By Marlo Safi

Every year in Washington, D.C., tens of thousands of people flock to walk at the March for Life.

 

I attended my first March in 2017, when I was a junior in college. I remember distinctly that it was the marriage of solemnity and celebration that struck me. Thousands gathered together to mourn the murder of 60 million children since Roe v. Wade, yet at the same time, those same thousands gathered to celebrate the miracle of life, the power of women, and the beauty of bringing life into the world.

 

There were men, women and children from every sector of the pro-life movement — church groups and schools often praying in unison and holding signs with scripture, secular, science-based advocates firing off facts on fetal development, and consistent pro-life ethic groups who advocated for the end of war along with abortion.

 

Abortion is my most impassioned cause.
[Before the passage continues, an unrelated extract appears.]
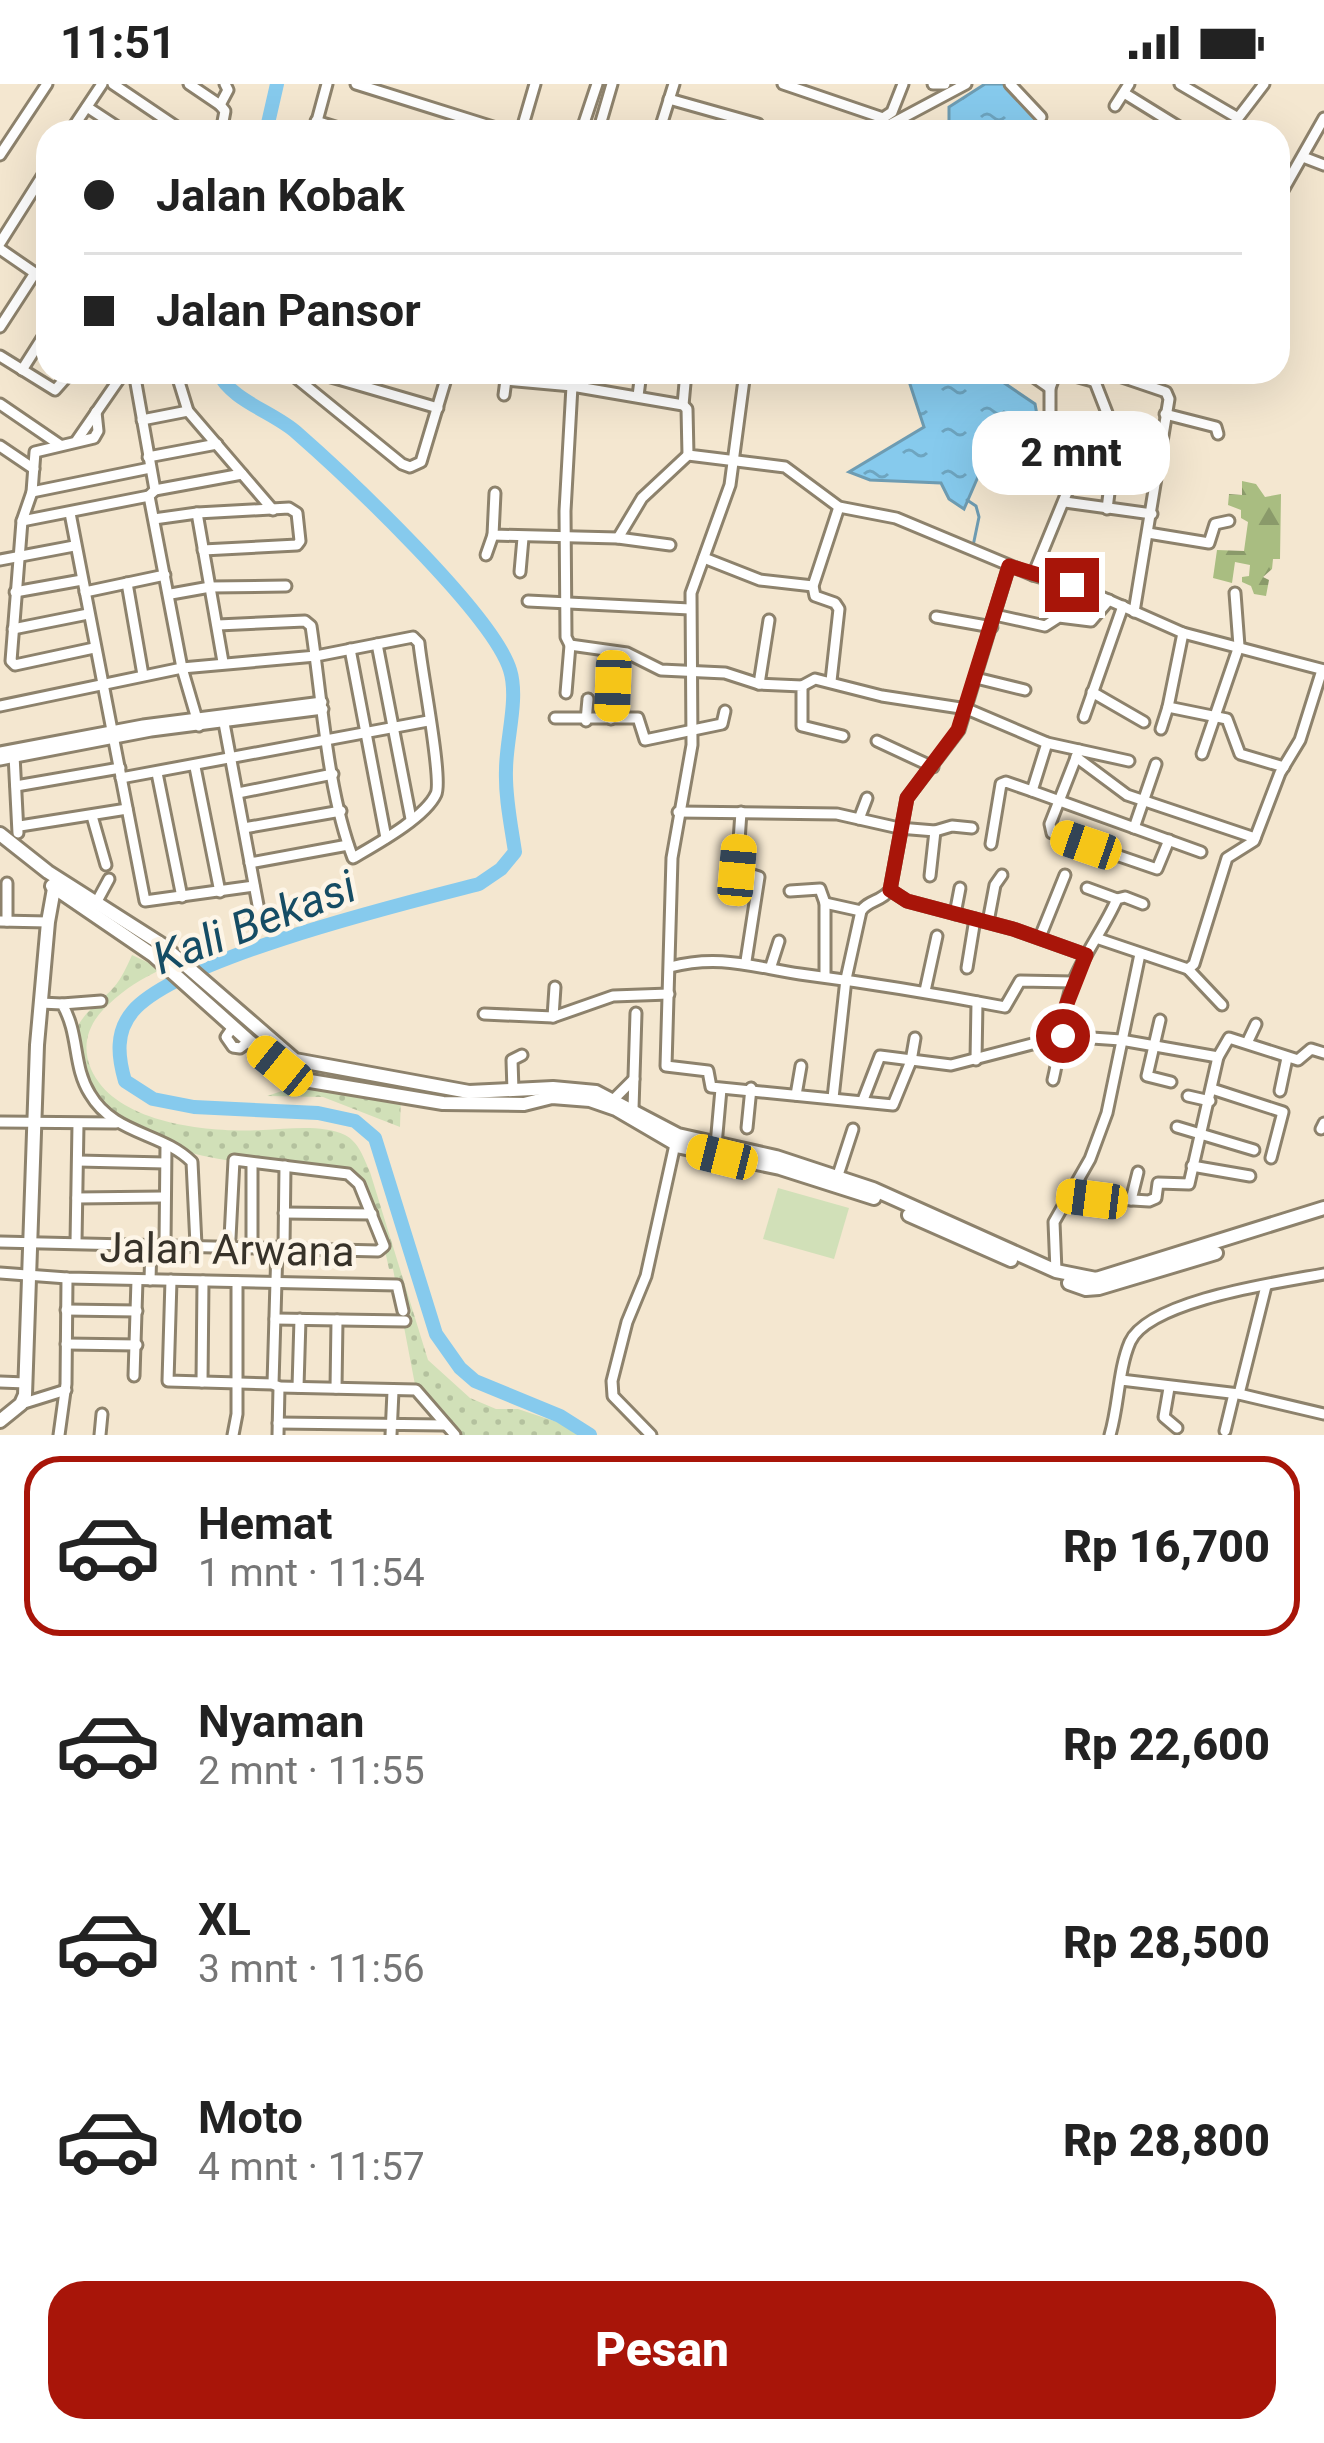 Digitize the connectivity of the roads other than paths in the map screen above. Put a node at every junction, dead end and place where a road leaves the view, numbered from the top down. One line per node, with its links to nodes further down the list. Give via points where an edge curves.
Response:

I surround myself with people who care about the pro-life movement because, for me, it’s a deep and telling reflection of their character. I want to know that my friends acknowledge the dignity of all human life, no matter how small, poor or vulnerable, because advocating for a right to life for all demonstrates compassion and dignity that is very often forgotten in the modern day.

 

Within the last few years, however, the American political climate has undergone a radical shift. The largest migrant crisis since World War II has presented us with a dilemma that has been debated and protested countless times in countless cities.

 

In pro-life circles, the crisis has also presented a question, whether verbally discussed or internally debated: do we extend the same mercy to refugees as we do for unborn children?

 

The refugee crisis is nuanced and prompts us to consider issues of national security and vetting that aren’t factors in the comparatively simple issue of abortion. Yet,  I’ve agonized over this question every time critics of the pro-life movement would bite at us with accusations of being “pro-birth”, or simply “anti-abortion”, as the Washington Post referred to pro-lifers during the 2019 March for Life.

 

I had dozens of pro-life friends who didn’t bat an eye when President Trump banned Syrian refugees from entering the States in 2017. I knew plenty of people who would be driven to apoplexy when someone who was pro-abortion would deride them for calling themselves “pro-life” because they seem to not have the same passion for helping the homeless or those fleeing war.

 

While I think the pro-abortion movement is factually spineless and continues to cost human lives in one of the most depraved institutions in the world, perhaps there is a modicum of a point we pro-lifers should actually consider.

 

According for the American Center for Law and Justice, to be pro-life is to defend the inherent dignity within every human life, including the unborn, widows, the disabled, orphans, the homeless, and refugees. It is our duty to build institutions that promote the flourishing of all human beings.

 

Our advocacy for life and the defense of the God-given right to it doesn’t end in the delivery room. Not only do we have science on our side, but we have morality, which requires a bullet-proof and steadfast belief that every life is worth fighting for and protecting.

 

Currently, ending abortion is the pro-life movement’s main priority — as it should be. But I hope that every person who calls themselves “pro-life” assesses that label, and considers the responsibility they carry with it to defend every human life, regardless of age, race or creed, irrespective of the crassness of politics.